I embrace all of my ancestors but getting to gratitude for some of them…the slave owners…remains a hill too far for me.

Many of you, most perhaps, have family histories as complicated as my own, though different in detail.

Claiming all of the branches of our liberal religious family tree is also a challenging task. William Ellery Channing, “father” of American Unitarianism, came from a slave owning family.

Even Thomas Lamb Eliot, first minister of First Unitarian, was far from perfect by our standards. He believed in Manifest Destiny, the superiority of European thought and culture, and that Christianity was the culmination of humankind’s religious quest.

The religious wells from which we drink hold water that is not crystal clear.

Our challenge, I think, is to know as much of our history as we can. I do not mean just the victors’ narrative that justifies the current order with its particular power relationships and oppressions. We do need to know the Pilgrim’s version of that first Thanksgiving but also search for the truth of the Native American version as well.

We need to amplify the voices that have been silenced and center the voices that have been kept on the margins.

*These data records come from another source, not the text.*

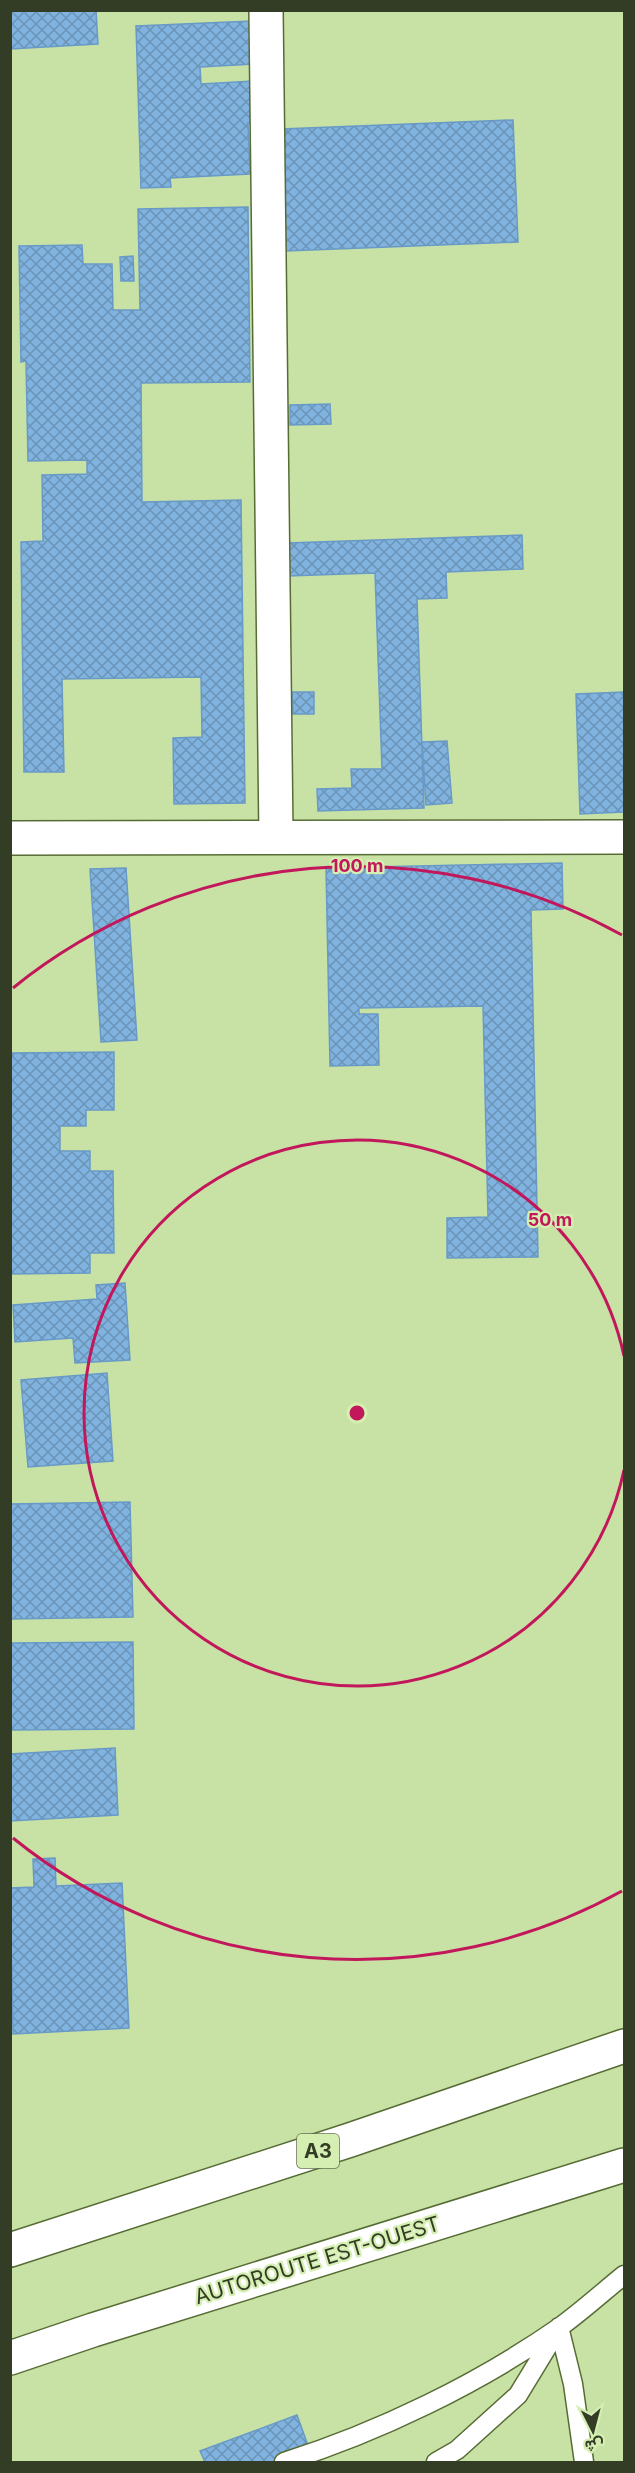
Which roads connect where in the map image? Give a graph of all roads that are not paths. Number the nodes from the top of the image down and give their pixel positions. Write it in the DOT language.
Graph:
graph roads {
  1 [pos="266,10"];
  2 [pos="276,836"];
  3 [pos="624,837"];
  4 [pos="10,838"];
  5 [pos="624,2046"];
  6 [pos="624,2164"];
  7 [pos="10,2250"];
  8 [pos="624,2275"];
  9 [pos="559,2327"];
  10 [pos="10,2358"];
  11 [pos="284,2463"];
  12 [pos="436,2463"];
  13 [pos="584,2463"];
  1 -- 2 [label="main road"];
  2 -- 3 [label="main road"];
  2 -- 4 [label="main road"];
  5 -- 7 [label="main road, A3"];
  6 -- 10 [label="main road, AUTOROUTE EST-OUEST"];
  8 -- 9 [label="lane"];
  9 -- 11 [label="lane"];
  9 -- 12 [label="lane"];
  9 -- 13 [label="lane"];
}
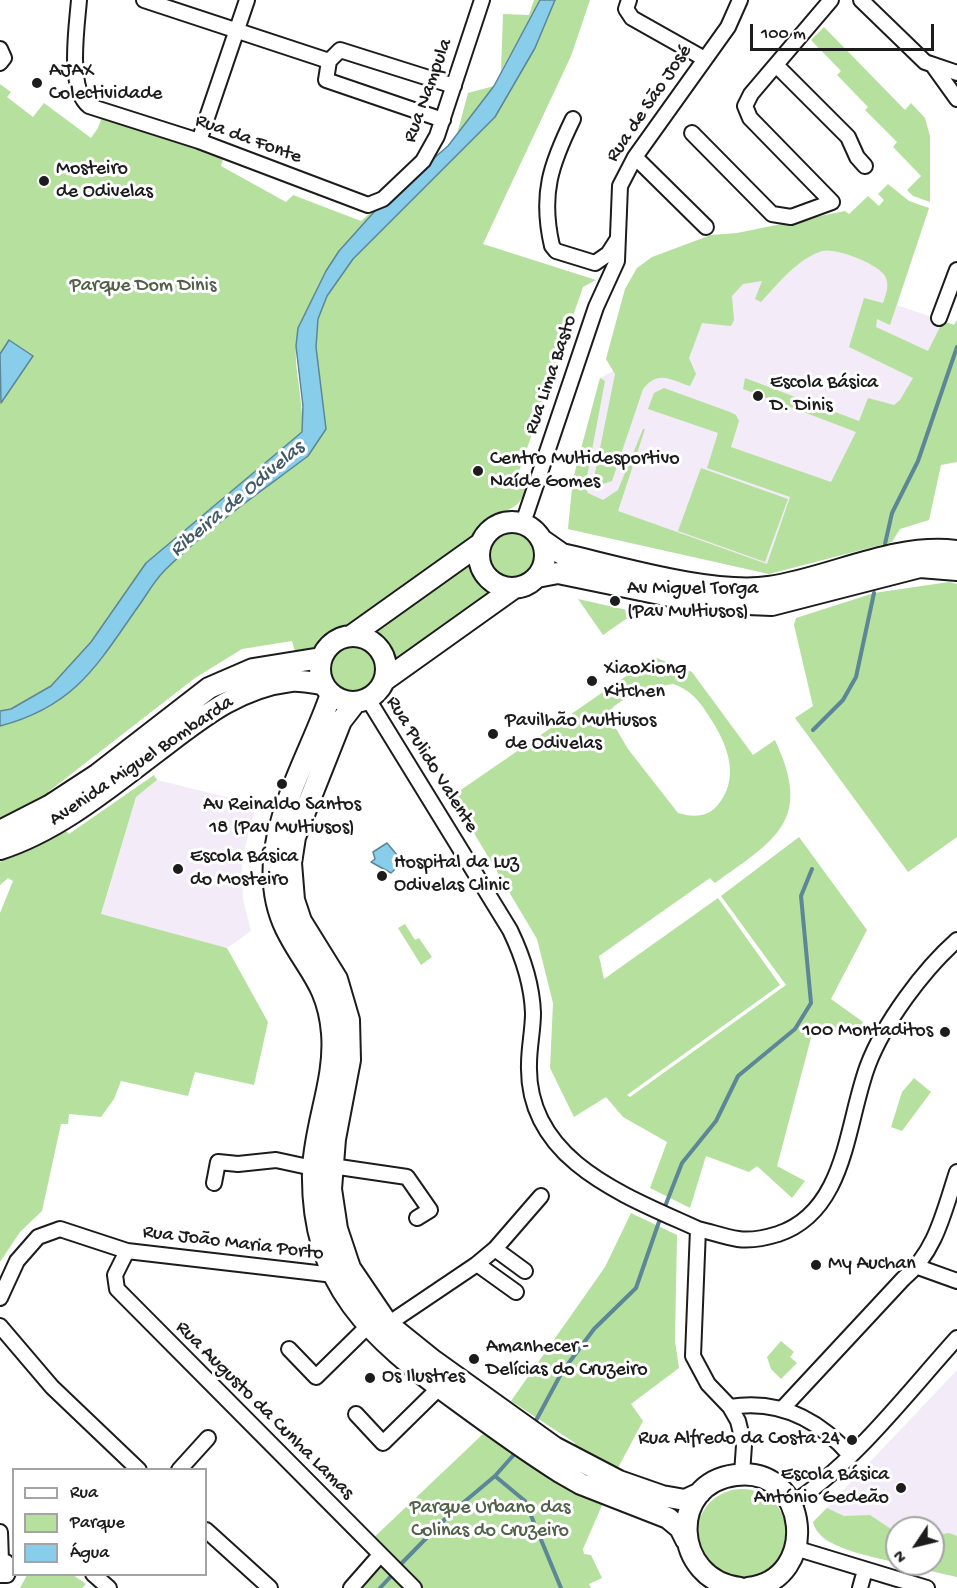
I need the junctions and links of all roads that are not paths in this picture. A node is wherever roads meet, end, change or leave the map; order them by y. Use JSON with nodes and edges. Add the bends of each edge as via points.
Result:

And then we need to choose the ancestors and their actions that we will honor. It was a choice for Corey Booker to point out John Lewis in that crowded hall. A choice to name the hope that Rep. Lewis’ life represents and to claim, as ours, the work of his life as the place from which we begin.

It is also a choice to claim the positive achievements of the Eliot ministry, even as we hold the reality of what we now see as his shortcomings. Remember that our religious descendants will look back on our time with critical eyes as well.

The religious affirmation of our power to choose makes us heretics. The word heretic means simply “those who choose.”

 We need to choose elements of our religious ancestors’ commitments to build on. We also need to remember that the right to choose was central to their religious witness.

A religious space in which we can critique them may be our religious ancestors’ most helpful legacy as we move into a new day.

We have much to be thankful for and we have much work yet to do.